Menyangkut hukum perdata Islam lainnya seperti hukum dagang atau jual beli (al Ba`i), Pajak (kharaj ), hukum perkebunan (musaqqah, muzara`ah, mukhabarah), hukum Agraria ( Tamliku al ard wa Ihyau al Mawat ), hukum perikatan umumnya, kesemuanya tidak berlaku secara yuridis formal di Indonesia, hanya sebagian di jadikan pedoman dalam prak­tek pergaulan sehari-hari antar sesama muslim, dan jika terjadi perselisihan di antara mereka, tempat pengaduan adalah pengadilan umum dengan mengunakan jalur hukum positif.
Hukum Perkawinan, kewarisan (termasuk hibah, wasiat, sadaqoh), perwakafan dan ekonomi syariah atau apa saja dalam hukum Islam, ia tetap dianggap sebagai bagian dari aturan yang mengandung unsur ibadah.
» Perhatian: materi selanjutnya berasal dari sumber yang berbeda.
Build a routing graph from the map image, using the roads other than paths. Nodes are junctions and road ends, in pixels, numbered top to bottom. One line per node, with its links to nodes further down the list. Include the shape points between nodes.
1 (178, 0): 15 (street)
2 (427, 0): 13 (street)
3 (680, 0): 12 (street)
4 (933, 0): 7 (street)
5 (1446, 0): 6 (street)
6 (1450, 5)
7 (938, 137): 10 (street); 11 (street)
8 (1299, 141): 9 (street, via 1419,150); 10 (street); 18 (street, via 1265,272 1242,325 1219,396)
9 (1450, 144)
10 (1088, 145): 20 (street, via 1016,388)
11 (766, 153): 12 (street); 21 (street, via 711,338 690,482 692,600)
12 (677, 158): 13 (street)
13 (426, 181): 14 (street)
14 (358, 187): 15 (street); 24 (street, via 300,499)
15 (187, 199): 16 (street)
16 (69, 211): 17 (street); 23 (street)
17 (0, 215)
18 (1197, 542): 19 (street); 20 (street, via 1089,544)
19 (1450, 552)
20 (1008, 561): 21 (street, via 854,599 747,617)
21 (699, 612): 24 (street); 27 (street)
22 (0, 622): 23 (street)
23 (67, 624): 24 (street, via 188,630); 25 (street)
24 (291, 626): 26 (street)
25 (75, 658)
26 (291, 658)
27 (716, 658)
Pengamalan secara benar tentang­nya sangat diperhatikan dan mengandung keharusan keagamaan(taklif).
Adalah wajar, ketika sebelum munculnya UU No.7 thn.1989 (disempurnakan dengan UU No. 3 tahun 2006 dan UU No.50 Tahun 2009) tentang Pe­radilan Agama, setiap keputusan lembaga Penadilan Agama harus selalu diku­kuhkan-ditetapkan secara yuridis oleh pengadilan umum. Dengan kata lain, segala keputusan pengadilan agama hanya berlaku jika didukung oleh adanya keputusan pengadilan umum (fiat executie atau executoire verklaring) yang bagi umat Islam kenyataan ini sangat merugikan. Di samping tidak adanya kepastian hukum juga terkesan adanya intervensi pihak luar terhadap keputusan tentang amal keagamaan umat Islam.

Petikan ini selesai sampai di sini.